Week 40 in Manufacturing News
U.S. factory orders gain steam as manufacturing keeps humming; UK manufacturing growth slows amid labour shortages and supply chain strain; EU’s costly plan to close the semiconductor gap; German industrial production fell more than expected in August on supply shortages
U.S. Factory Orders Gain Steam as Manufacturing Keeps Humming
New orders for U.S.-made goods accelerated in August, pointing to sustained strength in manufacturing even as economic growth appeared to have slowed in the third quarter because of shortages of raw materials and labor.
The Commerce Department said on Monday that factory orders increased 1.2% in August. Data for July was revised higher to show orders rising 0.7% instead of gaining 0.4% as previously reported. Orders have now increased for four straight months. Economists polled by Reuters had forecast factory orders gaining 1.0%. Orders shot up 18.0% on a year-on-year basis.
UK Manufacturing Growth Slows Amid Labour Shortages and Supply Chain Strain
The UK’s manufacturing sector saw growth slow last month on the back of surging material and staff shortages, according to new figures.

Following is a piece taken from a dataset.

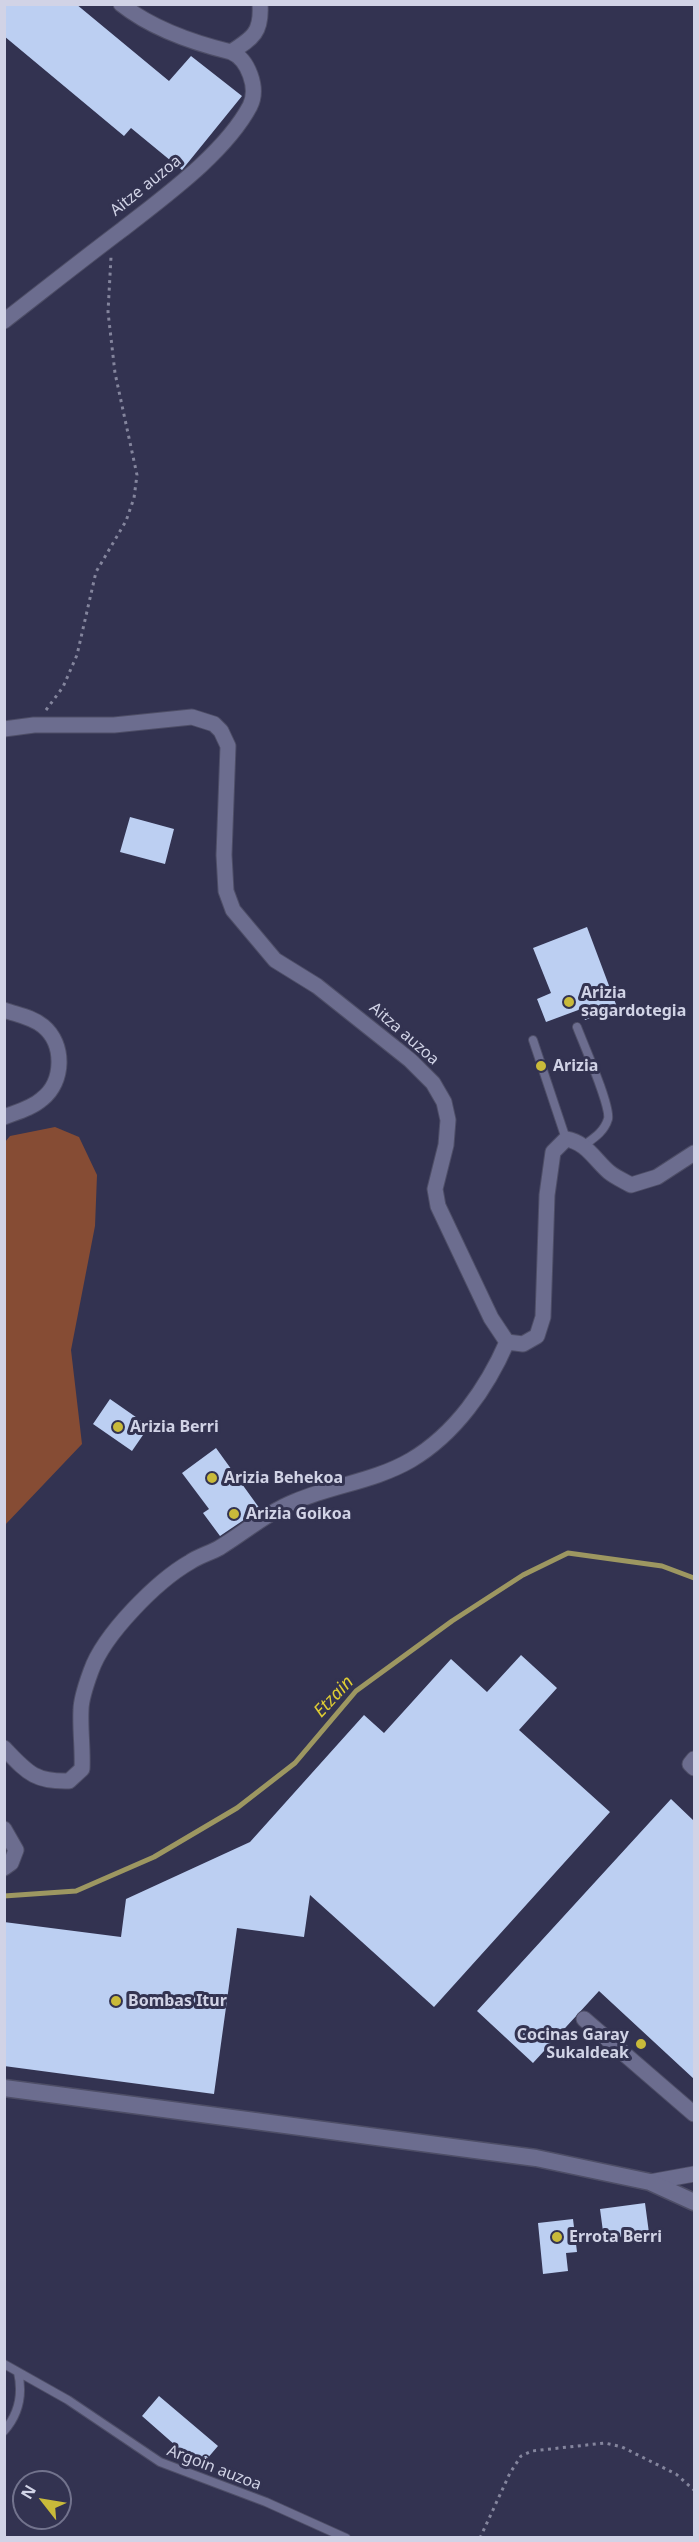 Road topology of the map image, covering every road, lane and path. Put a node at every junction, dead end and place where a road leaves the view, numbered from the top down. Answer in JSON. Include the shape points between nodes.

The closely watched IHS Markit CIPS Purchasing Managers’ Index (PMI) returned a reading of 57.1 for September, down from 60.3 in August. Any reading above 50 implies growth.

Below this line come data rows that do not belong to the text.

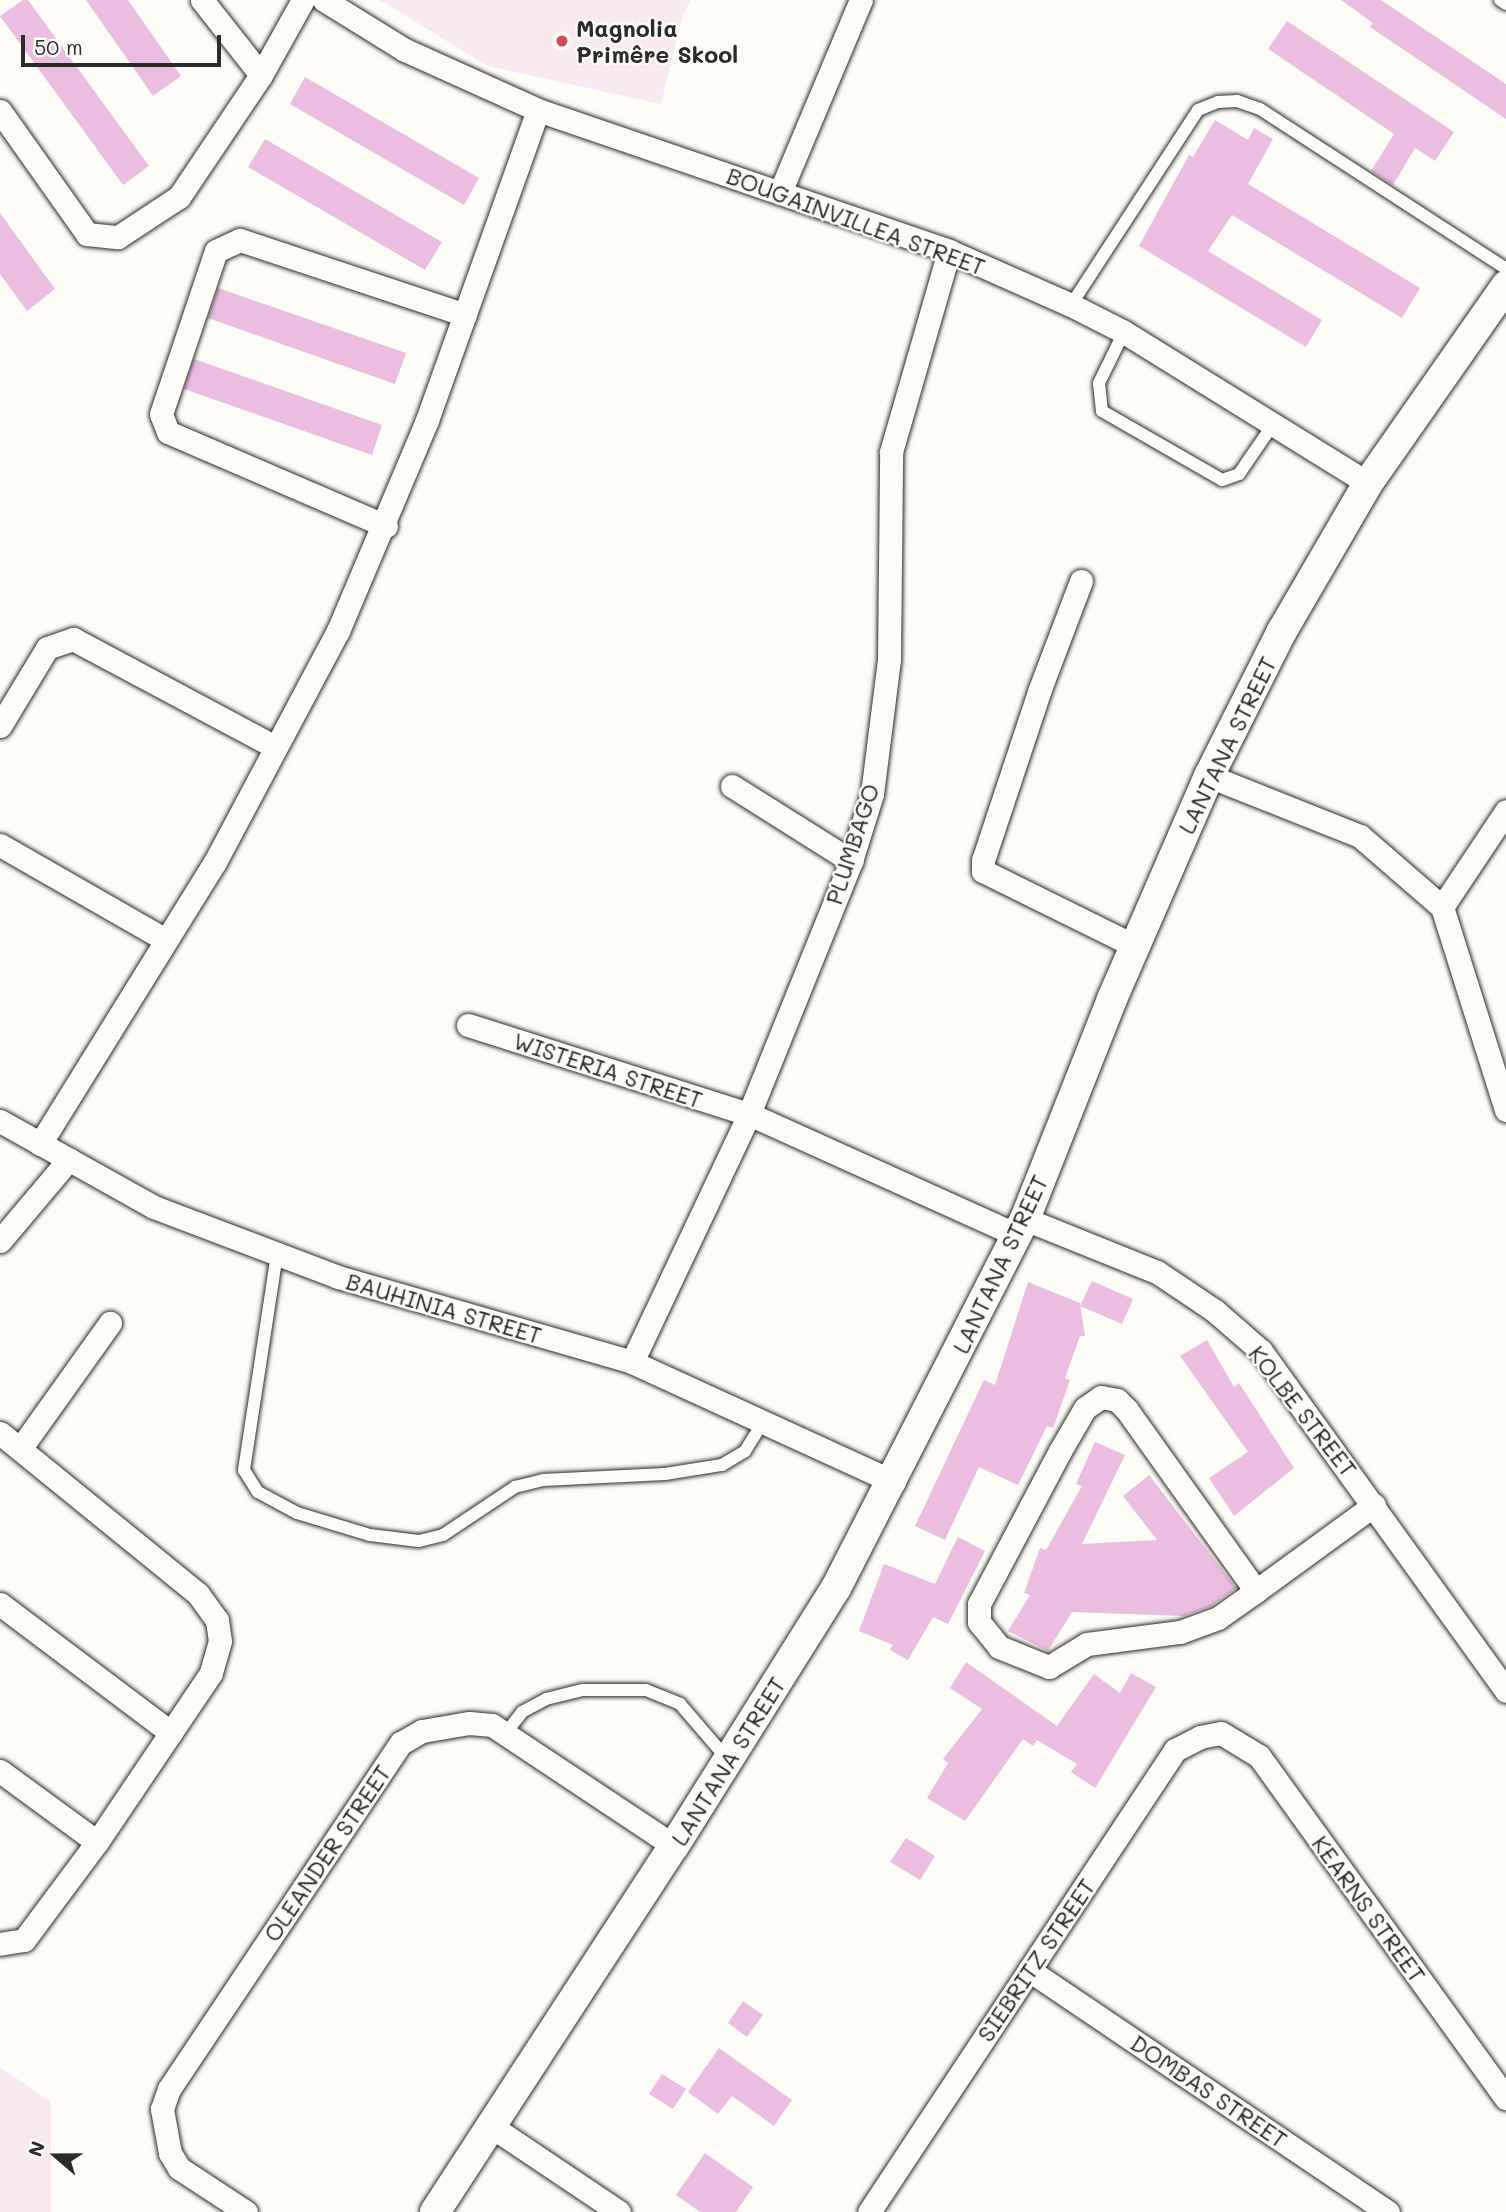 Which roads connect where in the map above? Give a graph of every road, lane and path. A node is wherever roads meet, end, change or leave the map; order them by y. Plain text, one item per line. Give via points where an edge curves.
1 (202, 0) edge
2 (303, 0) edge
3 (324, 0) edge
4 (861, 0) edge
5 (1500, 0) edge
6 (1506, 4) edge
7 (261, 75) junction
8 (538, 110) junction
9 (0, 111) edge
10 (781, 190) junction
11 (949, 251) junction
12 (1506, 269) edge
13 (1506, 286) edge
14 (1071, 305) junction
15 (466, 315) junction
16 (1124, 332) junction
17 (1272, 426) junction
18 (1368, 483) junction
19 (386, 526) junction
20 (1081, 581) dead end
21 (0, 726) edge
22 (275, 747) junction
23 (1209, 776) junction
24 (732, 786) dead end
25 (1506, 811) edge
26 (0, 845) edge
27 (851, 861) junction
28 (1442, 907) junction
29 (164, 939) junction
30 (1135, 946) junction
31 (468, 1025) dead end
32 (1506, 1110) edge
33 (749, 1114) junction
34 (0, 1121) edge
35 (40, 1143) junction
36 (69, 1159) junction
37 (1021, 1227) junction
38 (0, 1241) edge
39 (276, 1254) junction
40 (110, 1323) dead end
41 (632, 1362) junction
42 (763, 1422) junction
43 (0, 1433) edge
44 (20, 1449) junction
45 (894, 1482) junction
46 (1374, 1505) junction
47 (1256, 1591) junction
48 (0, 1604) edge
49 (1506, 1690) edge
50 (171, 1733) junction
51 (1221, 1733) joint
52 (505, 1734) junction
53 (729, 1761) junction
54 (0, 1771) edge
55 (97, 1842) junction
56 (674, 1846) junction
57 (0, 1944) edge
58 (1029, 1970) junction
59 (1506, 2098) edge
60 (491, 2126) junction
61 (246, 2212) edge
62 (435, 2212) edge
63 (619, 2212) edge
64 (869, 2212) edge
65 (1388, 2212) edge

1 - 7 street
2 - 7 street
3 - 8 street, BOUGAINVILLEA STREET via 405,50
4 - 10 street
5 - 6 lane
7 - 9 street via 179,197 158,214 106,239 87,234
8 - 10 street, BOUGAINVILLEA STREET
8 - 15 street
10 - 11 street, BOUGAINVILLEA STREET
11 - 14 street, BOUGAINVILLEA STREET
11 - 27 street, PLUMBAGO via 891,452 889,659 872,794
12 - 14 lane via 1261,110 1237,101 1217,102 1198,110
13 - 18 street, LANTANA STREET
14 - 16 street, BOUGAINVILLEA STREET
15 - 19 street
15 - 19 street via 240,240 216,251 161,414 168,432
16 - 17 street, BOUGAINVILLEA STREET
16 - 17 lane via 1099,383 1102,411 1222,480 1239,474
17 - 18 street, BOUGAINVILLEA STREET
18 - 23 street, LANTANA STREET via 1282,631
19 - 22 street via 338,631
20 - 30 street via 1040,689 983,871
21 - 22 street via 47,648 74,639
22 - 29 street via 215,862
23 - 28 street via 1360,836
23 - 30 street, LANTANA STREET
24 - 27 street
25 - 28 street
26 - 29 street
27 - 33 street, PLUMBAGO
28 - 32 street
29 - 35 street
30 - 37 street, LANTANA STREET
31 - 33 street, WISTERIA STREET
33 - 37 street, WISTERIA STREET
33 - 41 street, PLUMBAGO
34 - 35 street, BAUHINIA STREET
35 - 36 street, BAUHINIA STREET
36 - 38 street
36 - 39 street, BAUHINIA STREET via 154,1207
37 - 45 street, LANTANA STREET
37 - 46 street, KOLBE STREET via 1157,1272 1223,1318 1261,1351
39 - 41 street, BAUHINIA STREET via 338,1277
39 - 42 lane via 244,1470 258,1492 297,1513 370,1535 419,1541 443,1535 515,1487 543,1480 665,1474 722,1465 744,1451
40 - 44 street
41 - 42 street, BAUHINIA STREET
42 - 45 street, BAUHINIA STREET
43 - 44 street
44 - 50 street via 198,1594 217,1620 220,1642 211,1673
45 - 53 street, LANTANA STREET via 836,1588
46 - 47 street
46 - 49 street, KOLBE STREET
47 - 47 street via 1218,1618 1180,1632 1087,1644 1049,1667 999,1647 979,1622 979,1604 1060,1451 1085,1408 1101,1397 1116,1400 1127,1410
48 - 50 street
50 - 55 street
51 - 58 street, SIEBRITZ STREET via 1200,1737 1175,1750
51 - 59 street, KEARNS STREET via 1241,1741 1259,1756
52 - 53 lane via 522,1712 546,1699 583,1690 646,1690 680,1704
52 - 56 street, OLEANDER STREET
52 - 61 street, OLEANDER STREET via 492,1725 469,1723 422,1731 401,1743 169,2089 162,2109 170,2153 179,2168
53 - 56 street, LANTANA STREET
54 - 55 street
55 - 57 street via 23,1940
56 - 60 street, LANTANA STREET
58 - 64 street, SIEBRITZ STREET
58 - 65 street, DOMBAS STREET
60 - 62 street, LANTANA STREET
60 - 63 street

EU’s Costly Plan to Close the Semiconductor Gap
As semiconductor shortages continue to force carmakers to cut back production, the EU’s internal market commissioner Thierry Breton visited Japan and South Korea last week in search of international partnerships for the bloc’s planned “European Chips Act”.

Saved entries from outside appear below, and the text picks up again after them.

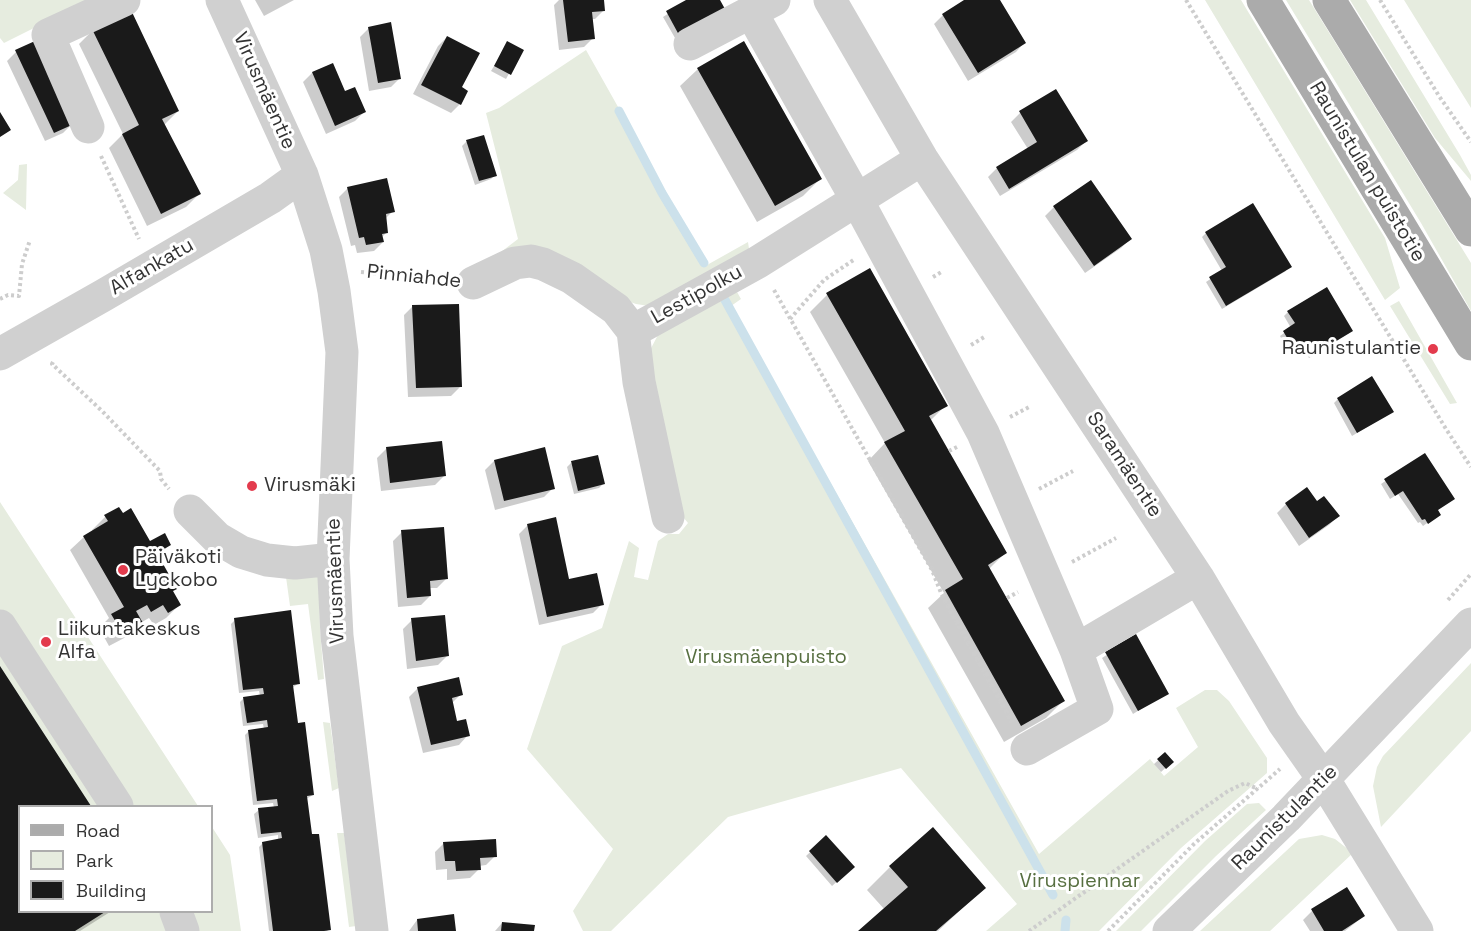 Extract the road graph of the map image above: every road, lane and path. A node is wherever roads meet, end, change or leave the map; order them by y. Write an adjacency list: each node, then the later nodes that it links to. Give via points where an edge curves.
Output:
1 (124, 0): 10 (street, via 48,35)
2 (222, 0): 13 (street, Virusmäentie)
3 (830, 0): 12 (street, Saramäentie)
4 (1186, 0): 28 (path)
5 (1263, 0): 25 (main road, Raunistulan puistotie)
6 (1329, 0): 15 (main road)
7 (1380, 0): 11 (path)
8 (762, 6): 9 (street); 14 (street)
9 (690, 44)
10 (88, 127): 19 (path)
11 (1471, 142)
12 (922, 159): 14 (street, Lestipolku); 32 (street, Saramäentie)
13 (302, 176): 19 (street, Alfankatu); 31 (street, Virusmäentie, via 326,250 342,352)
14 (857, 200): 17 (street); 18 (street, Lestipolku)
15 (1471, 230)
16 (30, 240): 22 (path, via 22,264 19,296)
17 (880, 242): 23 (path, via 824,280); 37 (street, via 983,432)
18 (758, 262): 23 (path); 24 (street, Lestipolku)
19 (153, 266): 26 (street, Alfankatu)
20 (357, 271): 21 (path, Pinniahde)
21 (473, 283): 24 (street, Pinniahde, via 515,263 543,264 572,278 616,309)
22 (0, 299)
23 (790, 319): 38 (path)
24 (633, 331): 30 (street, Lestipolku, via 639,382)
25 (1471, 344)
26 (0, 354)
27 (56, 357): 29 (path, via 52,364 160,471 161,479)
28 (1471, 467)
29 (190, 511): 31 (street, via 217,538 241,552 295,563)
30 (668, 517)
31 (333, 559): 44 (street, Virusmäentie, via 337,636)
32 (1198, 579): 37 (street); 39 (street, Saramäentie, via 1284,723)
33 (1018, 592): 34 (path)
34 (1007, 598)
35 (1471, 624): 39 (street, Raunistulantie)
36 (0, 626): 41 (street)
37 (1076, 650): 38 (street, via 1097,709)
38 (1027, 748)
39 (1324, 780): 46 (street, Raunistulantie); 47 (street, Saramäentie)
40 (1258, 789): 45 (path, via 1245,783 1228,791)
41 (116, 805)
42 (176, 913): 43 (street)
43 (183, 931)
44 (372, 931)
45 (1029, 931)
46 (1169, 931)
47 (1417, 931)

Supply chain disruptions have focused attention on microchips as the heart of the digital economy — crucial to artificial intelligence, quantum computing and the “internet of things”. Access to the most sophisticated chips is important not just for industry but for military security. Yet most production is in the hands of China, Taiwan, South Korea, and the US.
Source: The Financial Times
German Industrial Production Fell More than Expected in August on Supply Shortages
German industrial production declined in August much more than expected, amid widespread supply shortages, statistics office Destatis said Thursday.
Total industrial output–comprising production in manufacturing, energy and construction–fell 4.0% in August from July in calendar-adjusted terms. Economists had forecast a 0.2% drop, according to a poll by The Wall Street Journal. Destatis upwardly revised July’s industrial production on-month increase, to 1.3% from 1.0% earlier.